Start of Data under study

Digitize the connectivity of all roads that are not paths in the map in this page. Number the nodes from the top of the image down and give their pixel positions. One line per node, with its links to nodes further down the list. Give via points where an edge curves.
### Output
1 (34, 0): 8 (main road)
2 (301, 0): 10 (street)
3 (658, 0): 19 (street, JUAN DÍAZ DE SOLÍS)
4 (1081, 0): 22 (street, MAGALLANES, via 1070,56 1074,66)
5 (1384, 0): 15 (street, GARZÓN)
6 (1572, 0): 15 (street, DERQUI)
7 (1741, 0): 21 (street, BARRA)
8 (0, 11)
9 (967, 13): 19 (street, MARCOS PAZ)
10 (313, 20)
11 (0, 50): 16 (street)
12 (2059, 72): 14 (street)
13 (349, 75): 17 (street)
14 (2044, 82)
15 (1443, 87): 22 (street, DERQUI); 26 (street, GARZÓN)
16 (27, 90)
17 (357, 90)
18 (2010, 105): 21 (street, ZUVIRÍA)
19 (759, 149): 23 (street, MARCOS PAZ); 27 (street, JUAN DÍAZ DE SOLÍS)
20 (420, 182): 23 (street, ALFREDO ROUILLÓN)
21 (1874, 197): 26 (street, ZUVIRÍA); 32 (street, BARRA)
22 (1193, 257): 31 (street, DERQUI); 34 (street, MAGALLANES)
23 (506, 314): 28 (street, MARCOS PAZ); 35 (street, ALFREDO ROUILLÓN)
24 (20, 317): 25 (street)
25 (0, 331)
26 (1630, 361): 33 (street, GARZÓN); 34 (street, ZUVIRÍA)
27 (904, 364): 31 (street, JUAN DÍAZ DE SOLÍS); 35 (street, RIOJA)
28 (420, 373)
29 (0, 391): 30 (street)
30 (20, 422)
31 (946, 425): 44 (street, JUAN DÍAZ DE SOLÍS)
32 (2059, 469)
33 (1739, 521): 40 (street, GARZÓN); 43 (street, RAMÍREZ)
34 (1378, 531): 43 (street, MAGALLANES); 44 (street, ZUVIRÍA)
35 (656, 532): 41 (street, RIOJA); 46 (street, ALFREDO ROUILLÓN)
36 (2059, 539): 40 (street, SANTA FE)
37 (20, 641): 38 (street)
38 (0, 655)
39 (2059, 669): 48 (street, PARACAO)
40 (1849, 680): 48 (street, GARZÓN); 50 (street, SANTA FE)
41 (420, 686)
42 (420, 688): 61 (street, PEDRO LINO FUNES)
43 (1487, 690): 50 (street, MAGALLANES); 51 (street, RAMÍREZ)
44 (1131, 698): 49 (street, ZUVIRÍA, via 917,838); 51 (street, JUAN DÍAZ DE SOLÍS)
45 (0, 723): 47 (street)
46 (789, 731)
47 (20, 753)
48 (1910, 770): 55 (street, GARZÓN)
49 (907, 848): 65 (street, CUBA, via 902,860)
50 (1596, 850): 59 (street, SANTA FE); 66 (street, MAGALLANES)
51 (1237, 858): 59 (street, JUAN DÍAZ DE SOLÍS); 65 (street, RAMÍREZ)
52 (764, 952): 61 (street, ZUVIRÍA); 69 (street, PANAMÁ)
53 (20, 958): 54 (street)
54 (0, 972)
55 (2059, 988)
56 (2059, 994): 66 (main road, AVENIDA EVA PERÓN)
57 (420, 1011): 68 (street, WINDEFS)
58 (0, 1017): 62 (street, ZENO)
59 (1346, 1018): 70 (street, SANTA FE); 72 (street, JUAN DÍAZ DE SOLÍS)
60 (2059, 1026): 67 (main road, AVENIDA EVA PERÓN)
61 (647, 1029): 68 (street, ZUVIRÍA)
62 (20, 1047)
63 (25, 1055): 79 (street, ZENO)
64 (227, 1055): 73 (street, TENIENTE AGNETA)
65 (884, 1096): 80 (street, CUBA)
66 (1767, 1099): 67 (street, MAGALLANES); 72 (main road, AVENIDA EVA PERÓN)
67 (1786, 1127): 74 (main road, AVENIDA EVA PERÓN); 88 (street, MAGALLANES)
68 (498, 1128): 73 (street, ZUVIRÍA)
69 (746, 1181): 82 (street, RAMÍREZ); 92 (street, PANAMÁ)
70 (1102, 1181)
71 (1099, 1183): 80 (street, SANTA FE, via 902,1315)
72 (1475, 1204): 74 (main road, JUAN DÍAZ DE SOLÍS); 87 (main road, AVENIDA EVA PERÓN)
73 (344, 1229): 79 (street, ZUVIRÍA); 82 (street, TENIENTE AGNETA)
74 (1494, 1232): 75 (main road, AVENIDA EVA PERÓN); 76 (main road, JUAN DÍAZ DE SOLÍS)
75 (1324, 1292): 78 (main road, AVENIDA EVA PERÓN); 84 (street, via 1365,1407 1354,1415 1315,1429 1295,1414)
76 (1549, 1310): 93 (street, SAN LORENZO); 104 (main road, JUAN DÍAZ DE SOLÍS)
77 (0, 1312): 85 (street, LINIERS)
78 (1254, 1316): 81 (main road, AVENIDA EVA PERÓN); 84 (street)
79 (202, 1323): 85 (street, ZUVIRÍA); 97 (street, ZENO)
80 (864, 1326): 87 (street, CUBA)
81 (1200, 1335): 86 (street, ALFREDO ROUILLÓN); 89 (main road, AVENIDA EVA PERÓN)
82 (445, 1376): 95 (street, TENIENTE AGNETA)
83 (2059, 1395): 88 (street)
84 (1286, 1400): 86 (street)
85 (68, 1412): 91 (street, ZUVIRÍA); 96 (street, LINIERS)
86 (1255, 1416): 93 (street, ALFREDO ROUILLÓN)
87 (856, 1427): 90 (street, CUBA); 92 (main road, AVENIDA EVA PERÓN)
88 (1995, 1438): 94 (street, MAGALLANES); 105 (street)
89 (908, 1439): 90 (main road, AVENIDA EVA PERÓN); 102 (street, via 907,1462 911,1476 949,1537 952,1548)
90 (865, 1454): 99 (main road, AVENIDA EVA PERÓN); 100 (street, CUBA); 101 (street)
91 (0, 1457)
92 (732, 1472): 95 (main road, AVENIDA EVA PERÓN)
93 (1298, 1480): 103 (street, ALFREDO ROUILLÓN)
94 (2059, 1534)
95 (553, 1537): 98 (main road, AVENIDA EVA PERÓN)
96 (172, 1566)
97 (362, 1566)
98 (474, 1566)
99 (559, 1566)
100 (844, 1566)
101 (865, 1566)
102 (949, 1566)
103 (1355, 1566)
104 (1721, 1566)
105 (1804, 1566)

End of Data under study

◆ **What this task involves**: Taking the records above as input, show every line in which the word "RAMÍREZ" is present.

◆ **Result for this exercise**:
33 (1739, 521): 40 (street, GARZÓN); 43 (street, RAMÍREZ)
43 (1487, 690): 50 (street, MAGALLANES); 51 (street, RAMÍREZ)
51 (1237, 858): 59 (street, JUAN DÍAZ DE SOLÍS); 65 (street, RAMÍREZ)
69 (746, 1181): 82 (street, RAMÍREZ); 92 (street, PANAMÁ)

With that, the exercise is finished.